Perhaps it’s the media’s fault. We can usually lay some blame at their door. But this time I am not so sure. Yes the pages are full of young lovelies with their hope and good skin (thanks to Greg Davies for that gem). But they also celebrate the success of older ladies too. Julianne Moore, Hilary Mantel, Sandra Bullock, Carol Ann Duffy, Helen Mirren, Kristin Scott Thomas, Judi Dench. There doesn’t appear to be a suggestion that they should get their slippers on and go home.
So I wonder whether this isn’t of our own making. One of the best pieces of advice I was given by an old boss was not to apologise. He stated that in business, women at all rungs of the ladder, would more often than not make a small apology before adding their contribution to the meeting whereas men never did. I kept an eye out and its true. Us ladies constantly apologise for what we do (I realise this is a generalisation and many non-apologetic ladies are available) “This might not work”, “I’m not sure if this is the right time to say this”, “This may have already been covered”, “Perhaps its not my place to comment but”. Why is that?
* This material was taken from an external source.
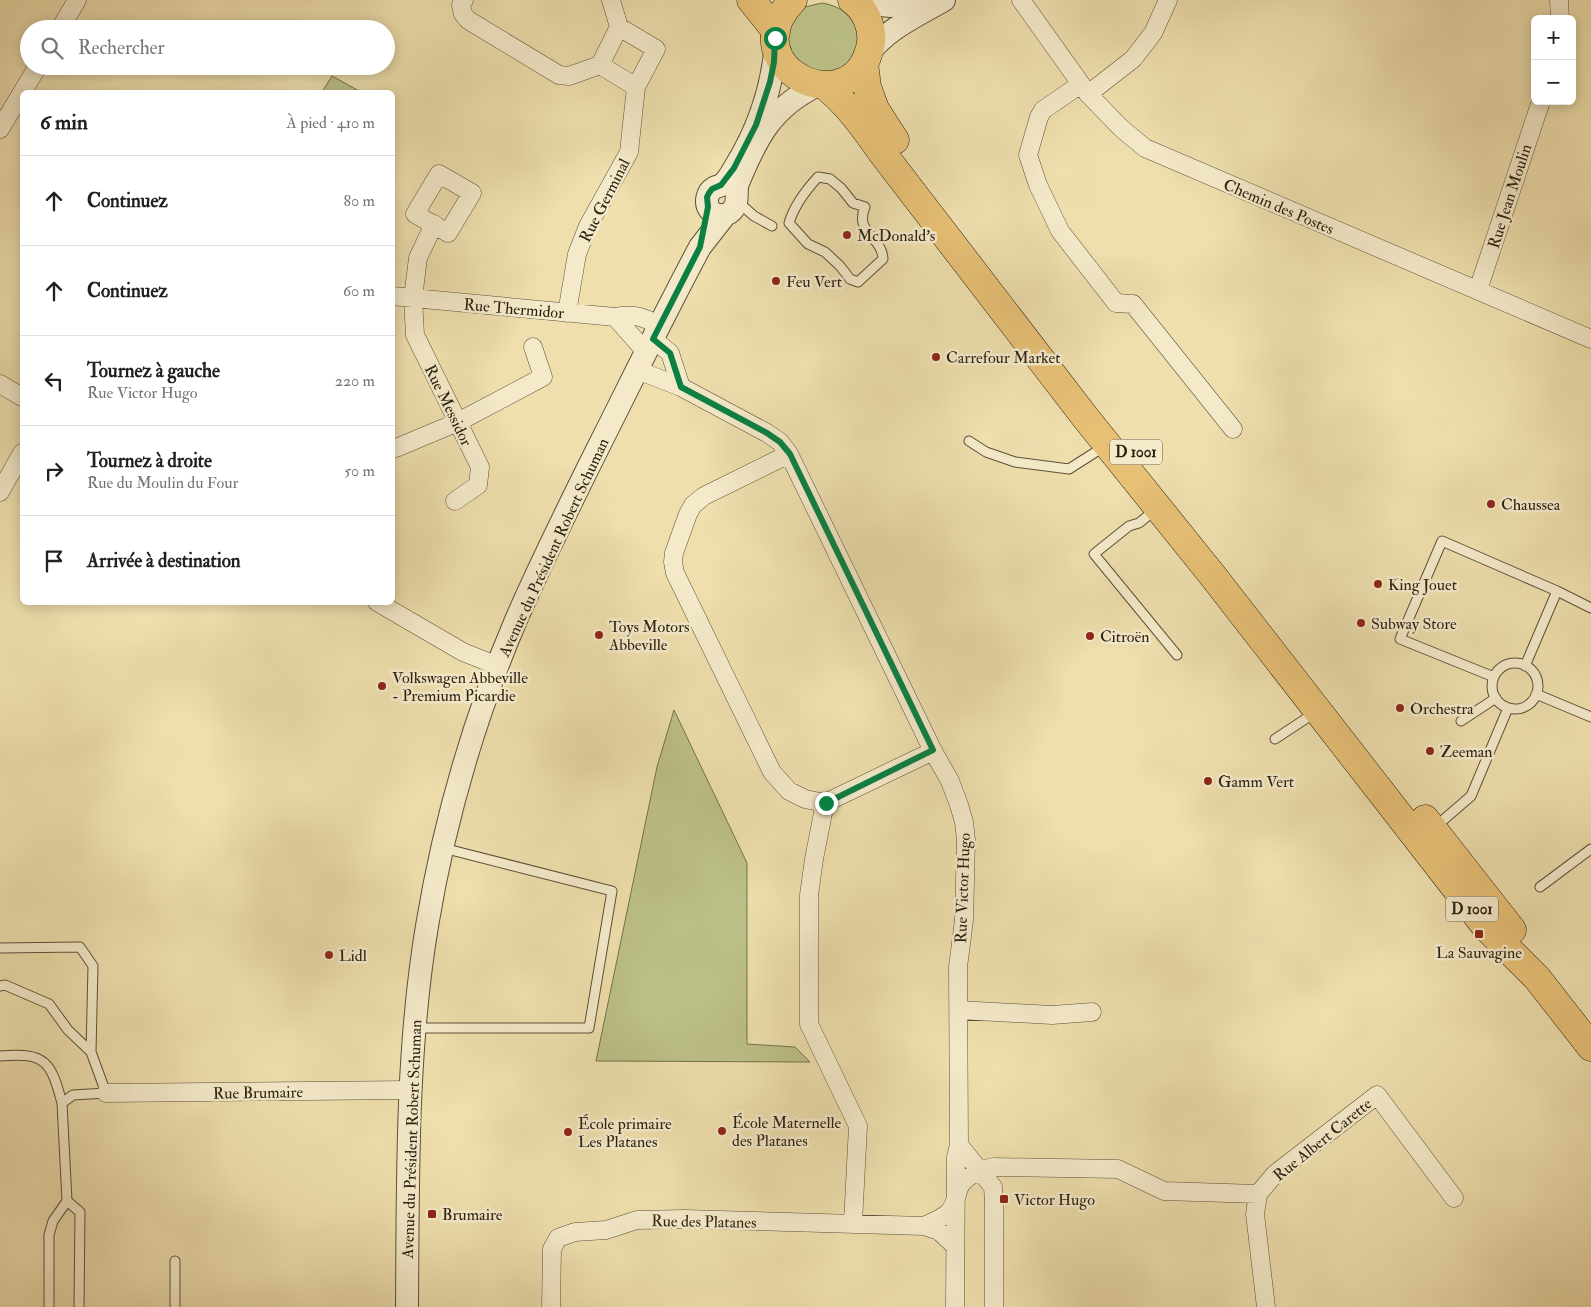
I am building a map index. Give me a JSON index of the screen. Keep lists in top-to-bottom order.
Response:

We are possibly the first generation of ladies who haven’t expected to throw in the towel. We can wear skinny jeans and a pair of Converses without bracing ourselves for taunts of ‘mutton’ whispered under the breath of passers by. But our mothers’ generation were perhaps not so fortunate and without those role models growing up do we harbour in the dark recesses of our minds a small voice which asks us whether all this having fun and achieving our ambitions is right and proper? We all know it is but that doesn’t seem to stop us from having to apologise for it in some way.
I believe we need to make every effort to stop. If you start living at the age of 20 and useful life expectancy is 80 (I have rounded the figures up for easier maths as I specialise in words not numbers) then by the age of 40 I have only done a third of that time. Do we really feel that we have to shove everything into that first third and if we haven’t done it by then we should forget it? That’s madness. For many of us, the first bit is chock full of other stuff anyway: marriage, career, relationships, mortgage, children. Blimey. If you look at it like that it is obvious that we will all have a bit of time to flex our creative wings once we have hopped over the 40 barrier.
I am not sorry that I have written a book and I am never going to apologise for not having had the time to focus on it before now. And I am sure no one else is particularly bothered.